(Collected data entries)
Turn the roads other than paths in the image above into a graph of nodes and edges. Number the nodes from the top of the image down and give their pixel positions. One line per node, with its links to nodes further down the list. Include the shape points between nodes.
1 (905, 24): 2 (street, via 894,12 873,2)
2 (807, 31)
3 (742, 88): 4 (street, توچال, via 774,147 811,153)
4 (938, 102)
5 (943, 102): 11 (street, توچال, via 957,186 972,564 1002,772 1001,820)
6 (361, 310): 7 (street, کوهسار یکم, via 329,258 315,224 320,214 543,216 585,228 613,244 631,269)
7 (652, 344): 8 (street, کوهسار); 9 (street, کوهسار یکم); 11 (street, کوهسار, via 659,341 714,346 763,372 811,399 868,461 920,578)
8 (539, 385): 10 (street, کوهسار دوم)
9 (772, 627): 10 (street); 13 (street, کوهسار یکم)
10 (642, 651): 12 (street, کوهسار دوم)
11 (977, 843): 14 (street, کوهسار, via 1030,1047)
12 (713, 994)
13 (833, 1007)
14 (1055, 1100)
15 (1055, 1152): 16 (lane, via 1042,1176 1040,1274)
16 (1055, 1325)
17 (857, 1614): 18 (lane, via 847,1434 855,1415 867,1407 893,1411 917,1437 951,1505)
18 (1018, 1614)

What is expected:
All lines of the data are to be repeated exactly as they stand.

Worked solution:
Turn the roads other than paths in the image above into a graph of nodes and edges. Number the nodes from the top of the image down and give their pixel positions. One line per node, with its links to nodes further down the list. Include the shape points between nodes.
1 (905, 24): 2 (street, via 894,12 873,2)
2 (807, 31)
3 (742, 88): 4 (street, توچال, via 774,147 811,153)
4 (938, 102)
5 (943, 102): 11 (street, توچال, via 957,186 972,564 1002,772 1001,820)
6 (361, 310): 7 (street, کوهسار یکم, via 329,258 315,224 320,214 543,216 585,228 613,244 631,269)
7 (652, 344): 8 (street, کوهسار); 9 (street, کوهسار یکم); 11 (street, کوهسار, via 659,341 714,346 763,372 811,399 868,461 920,578)
8 (539, 385): 10 (street, کوهسار دوم)
9 (772, 627): 10 (street); 13 (street, کوهسار یکم)
10 (642, 651): 12 (street, کوهسار دوم)
11 (977, 843): 14 (street, کوهسار, via 1030,1047)
12 (713, 994)
13 (833, 1007)
14 (1055, 1100)
15 (1055, 1152): 16 (lane, via 1042,1176 1040,1274)
16 (1055, 1325)
17 (857, 1614): 18 (lane, via 847,1434 855,1415 867,1407 893,1411 917,1437 951,1505)
18 (1018, 1614)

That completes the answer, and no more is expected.